Critique de Denis Sanglard

Rébus

Etrange objet que cette création…Dans la salle des Bouffes du Nord, transformée en piste de cirque qu’encerclent les spectateurs, pendant deux heures et dix minutes, Joël Pommerat entrelace des micro-fictions, inventaire à la Prévert et sans raton-laveur. On y croise une domesticité à l’aube du vingtième siècle confrontée à la modernité de leurs employeurs, un chevalier en armure agonisant, un jeune cadre ambitieux passant un deal avec des clochardes puantes, un patron d’entreprise dynamique face à des chômeurs en fin de droit, le même patron négociant des organes avec des sans-papiers pour sauver son fils, un meneur de jeu étrange, quatre individus perdus en forêt, un représentant escroc d’une bible-universelle-du–bien-être, des militaires à Verdun…J’en oublie sans doute. Tout cela au son d’une canonnade, dans une lumière sépulcrale qui vous découpe l’espace au cordeau.
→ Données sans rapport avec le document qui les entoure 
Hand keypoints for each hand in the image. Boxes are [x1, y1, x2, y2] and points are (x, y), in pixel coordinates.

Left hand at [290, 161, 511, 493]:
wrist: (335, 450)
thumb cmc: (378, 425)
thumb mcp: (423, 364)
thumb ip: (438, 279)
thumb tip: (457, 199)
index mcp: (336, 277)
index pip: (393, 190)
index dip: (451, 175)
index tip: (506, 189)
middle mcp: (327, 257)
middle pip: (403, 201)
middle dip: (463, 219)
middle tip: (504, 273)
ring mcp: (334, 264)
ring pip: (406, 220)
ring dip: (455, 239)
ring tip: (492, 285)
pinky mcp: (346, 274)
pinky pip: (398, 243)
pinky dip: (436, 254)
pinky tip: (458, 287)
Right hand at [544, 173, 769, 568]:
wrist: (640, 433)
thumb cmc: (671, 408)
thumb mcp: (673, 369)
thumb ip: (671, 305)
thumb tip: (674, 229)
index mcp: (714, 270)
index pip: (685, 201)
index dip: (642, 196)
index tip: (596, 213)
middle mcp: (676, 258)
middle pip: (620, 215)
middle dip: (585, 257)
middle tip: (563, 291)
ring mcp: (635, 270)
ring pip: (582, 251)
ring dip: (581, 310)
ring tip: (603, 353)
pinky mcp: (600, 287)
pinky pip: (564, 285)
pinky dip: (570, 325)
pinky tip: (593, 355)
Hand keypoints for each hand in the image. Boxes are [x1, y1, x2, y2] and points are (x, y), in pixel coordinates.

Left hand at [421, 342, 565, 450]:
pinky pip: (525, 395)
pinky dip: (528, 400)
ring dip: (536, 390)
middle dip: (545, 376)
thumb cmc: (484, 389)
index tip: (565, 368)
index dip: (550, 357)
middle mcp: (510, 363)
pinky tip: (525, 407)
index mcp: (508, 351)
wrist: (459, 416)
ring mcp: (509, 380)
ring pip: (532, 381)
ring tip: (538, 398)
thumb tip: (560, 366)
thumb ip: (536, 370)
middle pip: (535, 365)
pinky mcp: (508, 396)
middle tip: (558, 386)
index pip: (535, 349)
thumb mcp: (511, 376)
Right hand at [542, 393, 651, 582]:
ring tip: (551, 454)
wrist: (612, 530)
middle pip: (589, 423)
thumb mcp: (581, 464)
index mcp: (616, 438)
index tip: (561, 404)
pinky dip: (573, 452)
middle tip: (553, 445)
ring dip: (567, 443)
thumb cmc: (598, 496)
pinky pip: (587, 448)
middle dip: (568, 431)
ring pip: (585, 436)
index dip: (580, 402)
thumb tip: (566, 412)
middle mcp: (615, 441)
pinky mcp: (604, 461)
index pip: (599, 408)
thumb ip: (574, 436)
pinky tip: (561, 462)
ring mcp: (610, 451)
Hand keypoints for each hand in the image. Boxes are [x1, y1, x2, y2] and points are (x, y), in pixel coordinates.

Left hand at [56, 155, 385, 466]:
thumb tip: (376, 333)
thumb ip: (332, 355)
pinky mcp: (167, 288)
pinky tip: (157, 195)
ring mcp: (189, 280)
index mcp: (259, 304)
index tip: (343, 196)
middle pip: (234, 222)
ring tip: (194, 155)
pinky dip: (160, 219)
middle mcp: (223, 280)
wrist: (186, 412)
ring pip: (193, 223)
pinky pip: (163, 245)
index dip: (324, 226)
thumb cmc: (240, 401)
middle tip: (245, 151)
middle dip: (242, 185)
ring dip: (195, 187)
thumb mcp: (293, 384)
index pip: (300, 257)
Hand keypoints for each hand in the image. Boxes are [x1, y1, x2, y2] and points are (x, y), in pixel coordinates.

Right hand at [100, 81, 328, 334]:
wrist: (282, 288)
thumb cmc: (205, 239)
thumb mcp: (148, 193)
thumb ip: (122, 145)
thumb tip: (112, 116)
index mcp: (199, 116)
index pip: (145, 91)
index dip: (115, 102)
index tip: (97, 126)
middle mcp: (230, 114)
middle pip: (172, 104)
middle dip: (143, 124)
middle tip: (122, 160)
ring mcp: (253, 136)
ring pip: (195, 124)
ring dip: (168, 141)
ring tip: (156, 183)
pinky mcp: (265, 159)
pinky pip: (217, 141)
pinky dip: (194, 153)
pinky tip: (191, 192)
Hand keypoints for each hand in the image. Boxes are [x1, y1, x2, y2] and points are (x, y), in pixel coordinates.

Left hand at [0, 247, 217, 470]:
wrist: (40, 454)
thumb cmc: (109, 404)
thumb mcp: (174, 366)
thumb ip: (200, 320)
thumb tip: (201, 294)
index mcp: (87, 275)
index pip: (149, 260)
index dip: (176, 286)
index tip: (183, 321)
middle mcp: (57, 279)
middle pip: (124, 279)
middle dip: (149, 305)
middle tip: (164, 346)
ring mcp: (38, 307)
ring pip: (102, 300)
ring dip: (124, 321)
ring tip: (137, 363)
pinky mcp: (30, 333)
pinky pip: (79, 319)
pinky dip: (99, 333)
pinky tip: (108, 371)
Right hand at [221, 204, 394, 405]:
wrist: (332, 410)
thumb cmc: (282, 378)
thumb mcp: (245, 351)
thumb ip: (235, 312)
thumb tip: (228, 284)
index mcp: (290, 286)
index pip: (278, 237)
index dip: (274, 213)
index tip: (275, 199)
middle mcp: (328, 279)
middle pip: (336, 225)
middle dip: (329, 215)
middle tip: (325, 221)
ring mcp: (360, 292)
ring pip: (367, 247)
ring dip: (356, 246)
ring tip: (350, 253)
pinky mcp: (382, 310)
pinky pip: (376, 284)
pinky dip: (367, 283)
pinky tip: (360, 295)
C’est profus mais loin d’être confus. Les scènes se succèdent et se font échos de loin en loin. On rit et soudain nous sommes foudroyés par l’émotion. Il faut accepter de se perdre. C’est un rébus. Et pas de réponse au bout, pas de solution.

© Elisabeth Carecchio

Nous sommes dans la brume juste déchirée d’éclat blafard.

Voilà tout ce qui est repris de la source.